AVAILABLE DATA: Begin

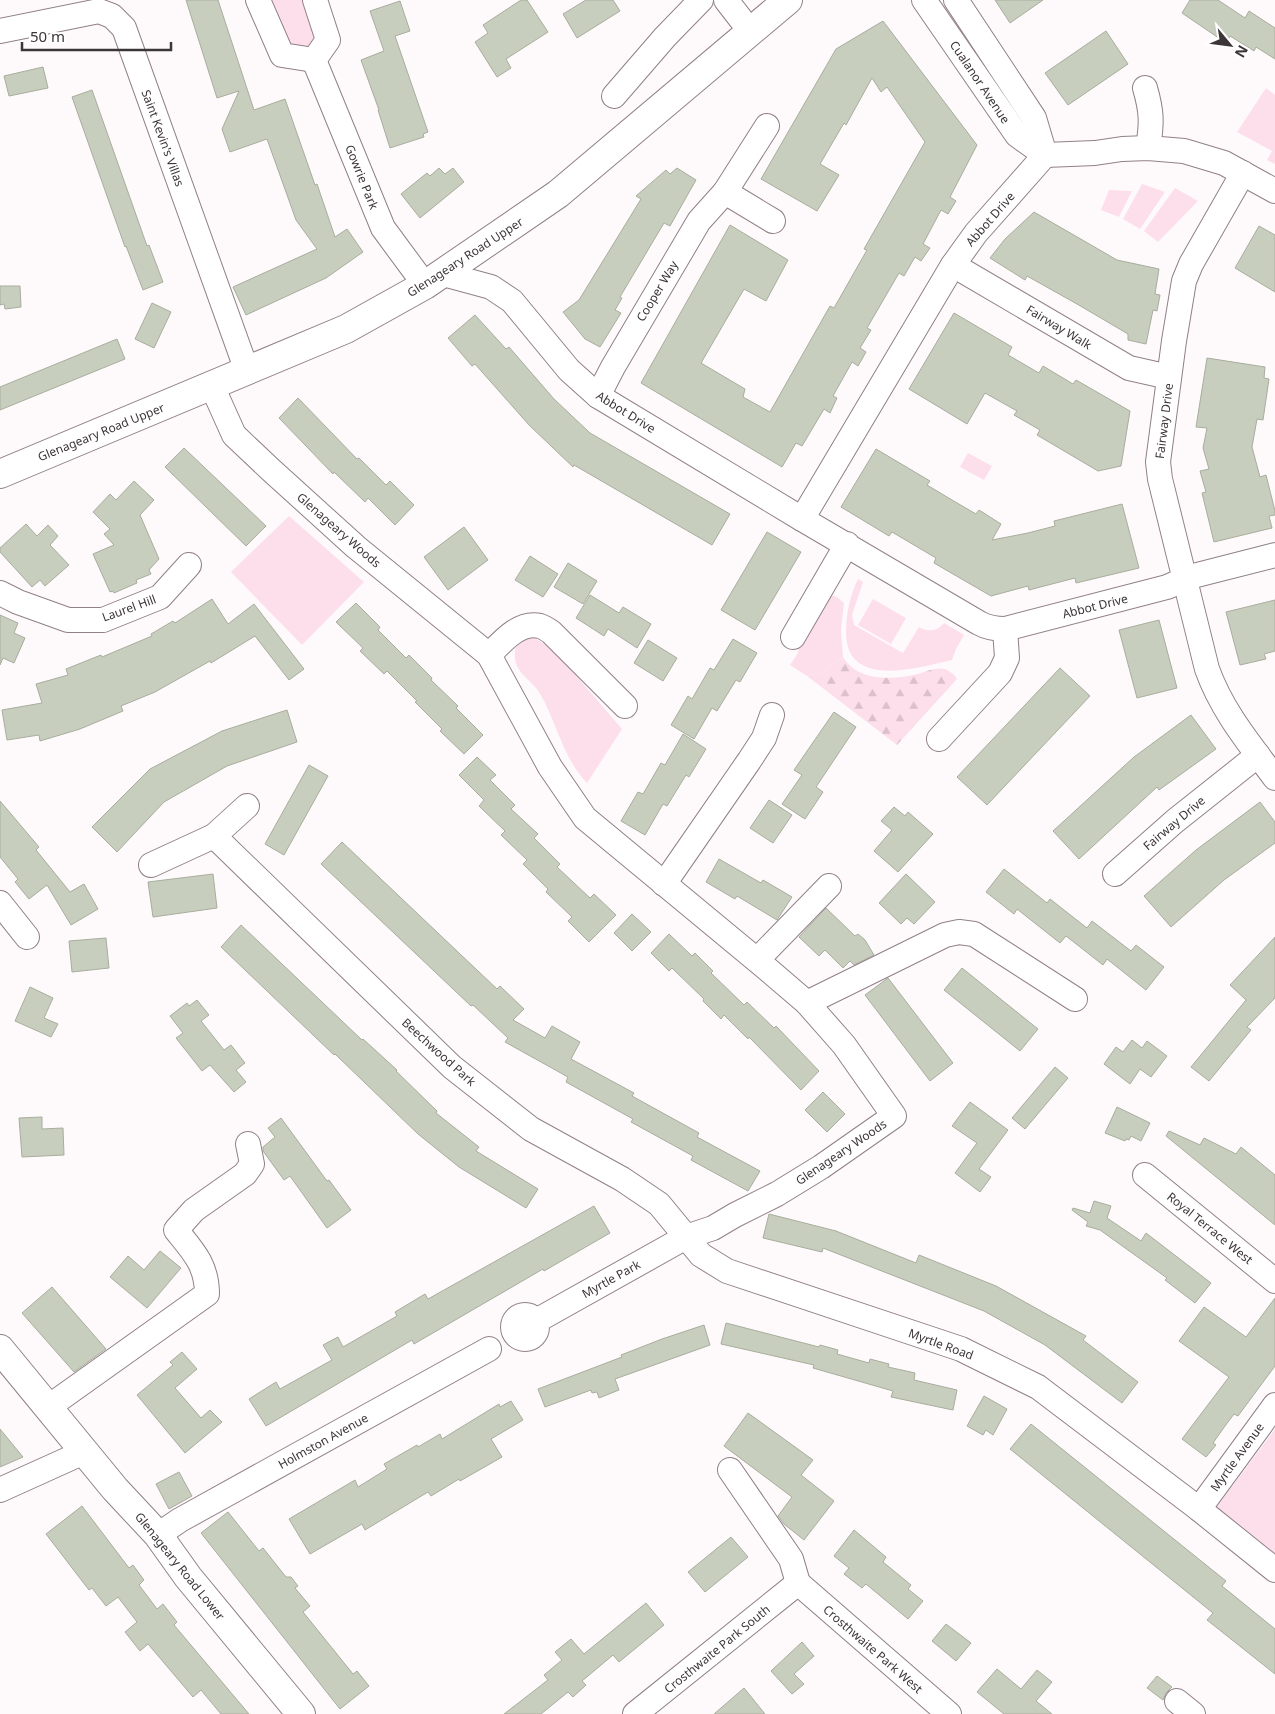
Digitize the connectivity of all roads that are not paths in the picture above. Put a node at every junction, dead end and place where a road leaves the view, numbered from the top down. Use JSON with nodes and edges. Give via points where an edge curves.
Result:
{"nodes":[{"id":1,"x":258,"y":0,"type":"edge"},
{"id":2,"x":316,"y":0,"type":"edge"},
{"id":3,"x":701,"y":0,"type":"edge"},
{"id":4,"x":726,"y":0,"type":"edge"},
{"id":5,"x":788,"y":0,"type":"edge"},
{"id":6,"x":924,"y":0,"type":"edge"},
{"id":7,"x":956,"y":0,"type":"edge"},
{"id":8,"x":0,"y":31,"type":"edge"},
{"id":9,"x":750,"y":31,"type":"junction"},
{"id":10,"x":314,"y":60,"type":"junction"},
{"id":11,"x":1145,"y":88,"type":"dead end"},
{"id":12,"x":614,"y":96,"type":"dead end"},
{"id":13,"x":766,"y":126,"type":"dead end"},
{"id":14,"x":1148,"y":148,"type":"junction"},
{"id":15,"x":1045,"y":155,"type":"junction"},
{"id":16,"x":1243,"y":173,"type":"junction"},
{"id":17,"x":1275,"y":191,"type":"edge"},
{"id":18,"x":725,"y":192,"type":"junction"},
{"id":19,"x":773,"y":221,"type":"dead end"},
{"id":20,"x":953,"y":264,"type":"junction"},
{"id":21,"x":434,"y":280,"type":"junction"},
{"id":22,"x":247,"y":371,"type":"junction"},
{"id":23,"x":1169,"y":377,"type":"junction"},
{"id":24,"x":212,"y":386,"type":"junction"},
{"id":25,"x":598,"y":396,"type":"junction"},
{"id":26,"x":0,"y":474,"type":"edge"},
{"id":27,"x":802,"y":519,"type":"junction"},
{"id":28,"x":847,"y":544,"type":"junction"},
{"id":29,"x":1275,"y":555,"type":"edge"},
{"id":30,"x":188,"y":565,"type":"dead end"},
{"id":31,"x":1184,"y":580,"type":"junction"},
{"id":32,"x":0,"y":593,"type":"edge"},
{"id":33,"x":1005,"y":628,"type":"junction"},
{"id":34,"x":793,"y":637,"type":"dead end"},
{"id":35,"x":489,"y":655,"type":"junction"},
{"id":36,"x":625,"y":706,"type":"dead end"},
{"id":37,"x":772,"y":715,"type":"dead end"},
{"id":38,"x":939,"y":739,"type":"dead end"},
{"id":39,"x":1258,"y":755,"type":"junction"},
{"id":40,"x":1275,"y":778,"type":"edge"},
{"id":41,"x":247,"y":806,"type":"dead end"},
{"id":42,"x":214,"y":836,"type":"junction"},
{"id":43,"x":151,"y":865,"type":"dead end"},
{"id":44,"x":1115,"y":874,"type":"dead end"},
{"id":45,"x":664,"y":884,"type":"junction"},
{"id":46,"x":829,"y":886,"type":"dead end"},
{"id":47,"x":0,"y":903,"type":"edge"},
{"id":48,"x":27,"y":937,"type":"dead end"},
{"id":49,"x":757,"y":960,"type":"junction"},
{"id":50,"x":1076,"y":999,"type":"dead end"},
{"id":51,"x":806,"y":1003,"type":"junction"},
{"id":52,"x":248,"y":1144,"type":"dead end"},
{"id":53,"x":1145,"y":1175,"type":"dead end"},
{"id":54,"x":686,"y":1238,"type":"junction"},
{"id":55,"x":1275,"y":1281,"type":"edge"},
{"id":56,"x":536,"y":1321,"type":"dead end"},
{"id":57,"x":489,"y":1349,"type":"dead end"},
{"id":58,"x":0,"y":1350,"type":"edge"},
{"id":59,"x":1275,"y":1405,"type":"edge"},
{"id":60,"x":47,"y":1408,"type":"junction"},
{"id":61,"x":84,"y":1452,"type":"junction"},
{"id":62,"x":730,"y":1470,"type":"dead end"},
{"id":63,"x":0,"y":1490,"type":"edge"},
{"id":64,"x":1199,"y":1509,"type":"junction"},
{"id":65,"x":158,"y":1535,"type":"junction"},
{"id":66,"x":1275,"y":1570,"type":"edge"},
{"id":67,"x":798,"y":1583,"type":"junction"},
{"id":68,"x":301,"y":1714,"type":"edge"},
{"id":69,"x":636,"y":1714,"type":"edge"},
{"id":70,"x":949,"y":1714,"type":"edge"}],
"edges":[{"from":1,"to":10,"type":"street","via":[[282,56]]},
{"from":2,"to":10,"type":"street","via":[[328,40]]},
{"from":3,"to":12,"type":"street"},
{"from":4,"to":9,"type":"street"},
{"from":5,"to":9,"type":"main road","name":"Glenageary Road Upper"},
{"from":6,"to":15,"type":"street","name":"Cualanor Avenue","via":[[1017,135]]},
{"from":7,"to":15,"type":"street","name":"Cualanor Avenue","via":[[1034,118]]},
{"from":8,"to":22,"type":"street","name":"Saint Kevin's Villas","via":[[98,11],[112,16],[124,28]]},
{"from":9,"to":21,"type":"main road","name":"Glenageary Road Upper","via":[[558,194]]},
{"from":10,"to":21,"type":"street","name":"Gowrie Park","via":[[383,228]]},
{"from":11,"to":14,"type":"street","via":[[1152,120]]},
{"from":13,"to":18,"type":"street","name":"Cooper Way"},
{"from":14,"to":15,"type":"street"},
{"from":14,"to":16,"type":"street","via":[[1201,155]]},
{"from":15,"to":20,"type":"street","name":"Abbot Drive"},
{"from":16,"to":17,"type":"street"},
{"from":16,"to":23,"type":"street","name":"Fairway Drive","via":[[1187,273]]},
{"from":18,"to":19,"type":"street"},
{"from":18,"to":25,"type":"street","name":"Cooper Way","via":[[699,221]]},
{"from":20,"to":23,"type":"street","name":"Fairway Walk","via":[[1129,368]]},
{"from":20,"to":27,"type":"street","name":"Abbot Drive"},
{"from":21,"to":22,"type":"main road","name":"Glenageary Road Upper","via":[[346,329]]},
{"from":21,"to":25,"type":"street","name":"Abbot Drive","via":[[491,287],[502,293],[529,319],[570,370]]},
{"from":22,"to":24,"type":"main road","name":"Glenageary Road Upper"},
{"from":23,"to":31,"type":"street","name":"Fairway Drive","via":[[1158,462]]},
{"from":24,"to":26,"type":"main road","name":"Glenageary Road Upper"},
{"from":24,"to":35,"type":"street","name":"Glenageary Woods","via":[[234,434],[271,470],[356,547]]},
{"from":25,"to":27,"type":"street","name":"Abbot Drive"},
{"from":27,"to":28,"type":"street","name":"Abbot Drive"},
{"from":28,"to":33,"type":"street","name":"Abbot Drive","via":[[988,628]]},
{"from":28,"to":34,"type":"street"},
{"from":29,"to":31,"type":"street","name":"Abbot Drive"},
{"from":30,"to":32,"type":"street","name":"Laurel Hill","via":[[160,597],[103,620],[68,620]]},
{"from":31,"to":33,"type":"street","name":"Abbot Drive","via":[[1157,590]]},
{"from":31,"to":39,"type":"street","name":"Fairway Drive","via":[[1213,686],[1226,711]]},
{"from":33,"to":38,"type":"street","via":[[1007,658],[1000,673]]},
{"from":35,"to":36,"type":"street","via":[[518,630],[540,626],[551,632]]},
{"from":35,"to":45,"type":"street","name":"Glenageary Woods","via":[[550,766],[585,818]]},
{"from":37,"to":45,"type":"street","via":[[764,738]]},
{"from":39,"to":40,"type":"street","name":"Fairway Drive"},
{"from":39,"to":44,"type":"street","name":"Fairway Drive"},
{"from":41,"to":42,"type":"street"},
{"from":42,"to":43,"type":"street"},
{"from":42,"to":54,"type":"street","name":"Beechwood Park","via":[[452,1067],[530,1129],[622,1179],[659,1204]]},
{"from":45,"to":49,"type":"street","name":"Glenageary Woods"},
{"from":46,"to":49,"type":"street"},
{"from":47,"to":48,"type":"street"},
{"from":49,"to":51,"type":"street","name":"Glenageary Woods"},
{"from":50,"to":51,"type":"street","via":[[974,934],[958,932],[945,935]]},
{"from":51,"to":54,"type":"street","name":"Glenageary Woods","via":[[844,1045],[894,1116],[777,1194],[713,1228]]},
{"from":52,"to":60,"type":"street","via":[[252,1164],[245,1174],[194,1210],[176,1230],[201,1262],[207,1294]]},
{"from":53,"to":55,"type":"street","name":"Royal Terrace West"},
{"from":54,"to":56,"type":"street","name":"Myrtle Park"},
{"from":54,"to":64,"type":"street","name":"Myrtle Road","via":[[701,1255],[727,1271],[961,1349],[1038,1387]]},
{"from":57,"to":65,"type":"street","name":"Holmston Avenue"},
{"from":58,"to":60,"type":"main road","name":"Glenageary Road Lower"},
{"from":59,"to":64,"type":"street","name":"Myrtle Avenue"},
{"from":60,"to":61,"type":"main road","name":"Glenageary Road Lower"},
{"from":61,"to":63,"type":"street"},
{"from":61,"to":65,"type":"main road","name":"Glenageary Road Lower"},
{"from":62,"to":67,"type":"street","via":[[791,1559]]},
{"from":64,"to":66,"type":"street","name":"Myrtle Road"},
{"from":65,"to":68,"type":"main road","name":"Glenageary Road Lower","via":[[188,1577]]},
{"from":67,"to":69,"type":"street","name":"Crosthwaite Park South"},
{"from":67,"to":70,"type":"street","name":"Crosthwaite Park West"}]}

AVAILABLE DATA: End

**WORK TASK**: Your answer should be one number, the count of lines in the records that contain the string "Myrtle".

**EXPECTED ANSWER**: 4